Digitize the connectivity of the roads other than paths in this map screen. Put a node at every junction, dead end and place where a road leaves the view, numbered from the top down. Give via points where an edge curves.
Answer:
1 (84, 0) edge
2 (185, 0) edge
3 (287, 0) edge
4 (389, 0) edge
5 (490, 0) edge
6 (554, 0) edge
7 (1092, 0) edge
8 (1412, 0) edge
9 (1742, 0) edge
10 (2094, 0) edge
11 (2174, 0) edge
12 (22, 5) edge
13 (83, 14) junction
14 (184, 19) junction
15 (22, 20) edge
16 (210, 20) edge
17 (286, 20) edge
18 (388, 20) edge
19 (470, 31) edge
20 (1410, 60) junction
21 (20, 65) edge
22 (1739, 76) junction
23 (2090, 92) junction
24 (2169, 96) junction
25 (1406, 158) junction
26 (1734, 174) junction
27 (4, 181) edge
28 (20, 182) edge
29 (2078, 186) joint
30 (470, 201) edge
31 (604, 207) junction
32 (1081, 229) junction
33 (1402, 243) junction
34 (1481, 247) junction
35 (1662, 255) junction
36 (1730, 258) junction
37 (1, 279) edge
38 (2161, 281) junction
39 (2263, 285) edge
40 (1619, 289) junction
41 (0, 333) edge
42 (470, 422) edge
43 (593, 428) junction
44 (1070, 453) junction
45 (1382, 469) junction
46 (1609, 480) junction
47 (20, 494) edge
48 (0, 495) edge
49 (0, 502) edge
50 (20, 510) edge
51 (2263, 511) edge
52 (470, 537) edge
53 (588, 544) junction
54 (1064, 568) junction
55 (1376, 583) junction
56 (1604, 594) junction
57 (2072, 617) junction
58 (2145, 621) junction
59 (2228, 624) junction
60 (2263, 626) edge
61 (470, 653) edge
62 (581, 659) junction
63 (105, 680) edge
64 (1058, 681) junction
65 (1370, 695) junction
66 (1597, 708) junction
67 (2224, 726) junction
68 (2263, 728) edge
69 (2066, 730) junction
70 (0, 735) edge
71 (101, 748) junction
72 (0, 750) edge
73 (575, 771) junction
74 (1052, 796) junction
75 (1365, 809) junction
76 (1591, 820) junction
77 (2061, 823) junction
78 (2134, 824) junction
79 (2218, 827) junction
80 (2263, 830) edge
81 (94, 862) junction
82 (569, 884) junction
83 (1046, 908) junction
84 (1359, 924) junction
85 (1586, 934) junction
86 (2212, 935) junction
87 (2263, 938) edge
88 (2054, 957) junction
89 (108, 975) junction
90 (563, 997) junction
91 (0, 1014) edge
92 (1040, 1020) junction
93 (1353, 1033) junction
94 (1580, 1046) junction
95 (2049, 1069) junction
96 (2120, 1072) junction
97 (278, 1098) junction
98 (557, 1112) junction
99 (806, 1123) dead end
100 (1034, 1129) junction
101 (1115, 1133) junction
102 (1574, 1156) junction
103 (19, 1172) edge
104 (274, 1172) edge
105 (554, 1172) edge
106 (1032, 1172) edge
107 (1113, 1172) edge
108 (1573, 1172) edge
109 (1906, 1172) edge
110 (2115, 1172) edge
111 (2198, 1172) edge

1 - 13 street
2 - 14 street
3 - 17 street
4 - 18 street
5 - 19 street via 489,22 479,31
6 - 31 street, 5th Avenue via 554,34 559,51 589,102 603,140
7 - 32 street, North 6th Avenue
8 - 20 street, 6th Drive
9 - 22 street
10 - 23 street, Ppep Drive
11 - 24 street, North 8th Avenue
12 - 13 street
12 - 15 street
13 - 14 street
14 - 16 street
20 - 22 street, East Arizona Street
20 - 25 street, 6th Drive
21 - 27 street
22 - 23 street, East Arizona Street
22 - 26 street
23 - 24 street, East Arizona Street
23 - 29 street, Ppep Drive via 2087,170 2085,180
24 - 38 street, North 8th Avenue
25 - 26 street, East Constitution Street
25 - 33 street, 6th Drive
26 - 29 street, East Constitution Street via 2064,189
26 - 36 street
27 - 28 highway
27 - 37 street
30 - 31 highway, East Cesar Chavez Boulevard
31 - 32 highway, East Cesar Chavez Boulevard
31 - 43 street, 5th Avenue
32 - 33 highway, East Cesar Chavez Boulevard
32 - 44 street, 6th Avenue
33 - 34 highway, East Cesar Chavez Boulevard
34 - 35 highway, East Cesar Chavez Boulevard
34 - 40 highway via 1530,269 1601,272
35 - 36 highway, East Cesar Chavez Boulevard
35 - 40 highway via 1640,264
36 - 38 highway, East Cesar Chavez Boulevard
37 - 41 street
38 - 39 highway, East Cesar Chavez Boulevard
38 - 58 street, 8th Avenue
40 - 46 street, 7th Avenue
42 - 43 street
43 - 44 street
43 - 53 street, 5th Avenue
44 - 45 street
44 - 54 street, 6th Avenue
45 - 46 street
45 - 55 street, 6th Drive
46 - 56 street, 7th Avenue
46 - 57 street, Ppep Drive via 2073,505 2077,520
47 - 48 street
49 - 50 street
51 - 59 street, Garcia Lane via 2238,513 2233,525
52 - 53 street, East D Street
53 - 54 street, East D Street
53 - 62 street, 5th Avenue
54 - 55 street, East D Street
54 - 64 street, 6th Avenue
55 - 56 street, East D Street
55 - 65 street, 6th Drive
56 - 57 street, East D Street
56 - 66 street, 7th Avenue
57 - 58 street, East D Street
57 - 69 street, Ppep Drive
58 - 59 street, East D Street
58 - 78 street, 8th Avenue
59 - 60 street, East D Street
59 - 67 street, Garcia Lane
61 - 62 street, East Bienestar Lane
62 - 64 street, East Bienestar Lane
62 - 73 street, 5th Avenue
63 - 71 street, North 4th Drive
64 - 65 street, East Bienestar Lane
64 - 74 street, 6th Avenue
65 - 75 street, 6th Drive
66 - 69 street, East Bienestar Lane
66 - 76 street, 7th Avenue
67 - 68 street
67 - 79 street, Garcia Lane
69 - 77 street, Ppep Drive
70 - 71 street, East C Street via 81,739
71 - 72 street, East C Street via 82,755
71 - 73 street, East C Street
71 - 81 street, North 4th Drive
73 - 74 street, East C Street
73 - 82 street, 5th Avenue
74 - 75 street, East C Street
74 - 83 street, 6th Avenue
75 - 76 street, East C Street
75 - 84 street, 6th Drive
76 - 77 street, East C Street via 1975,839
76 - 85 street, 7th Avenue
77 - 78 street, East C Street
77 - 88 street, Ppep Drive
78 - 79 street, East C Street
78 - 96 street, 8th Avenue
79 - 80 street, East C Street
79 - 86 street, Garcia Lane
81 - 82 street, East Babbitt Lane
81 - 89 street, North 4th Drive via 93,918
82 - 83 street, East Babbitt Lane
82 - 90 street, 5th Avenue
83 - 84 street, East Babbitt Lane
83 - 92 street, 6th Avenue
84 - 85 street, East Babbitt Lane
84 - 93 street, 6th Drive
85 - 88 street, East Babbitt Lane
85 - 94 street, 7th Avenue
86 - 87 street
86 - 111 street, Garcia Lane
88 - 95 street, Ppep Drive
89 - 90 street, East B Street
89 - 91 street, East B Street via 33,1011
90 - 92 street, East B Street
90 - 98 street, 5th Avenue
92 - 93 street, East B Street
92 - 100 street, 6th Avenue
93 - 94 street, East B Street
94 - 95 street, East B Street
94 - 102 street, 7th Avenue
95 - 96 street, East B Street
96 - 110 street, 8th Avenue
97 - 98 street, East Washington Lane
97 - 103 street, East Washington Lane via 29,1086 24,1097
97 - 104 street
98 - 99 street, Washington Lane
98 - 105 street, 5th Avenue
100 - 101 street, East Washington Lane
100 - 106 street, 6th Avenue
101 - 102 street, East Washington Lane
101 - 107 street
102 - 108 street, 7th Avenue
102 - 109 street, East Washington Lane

····················

GOAL OF THE EXERCISE: Return every line from the entries above that contains the word "dead".

THE ANSWER:
Digitize the connectivity of the roads other than paths in this map screen. Put a node at every junction, dead end and place where a road leaves the view, numbered from the top down. Give via points where an edge curves.
99 (806, 1123) dead end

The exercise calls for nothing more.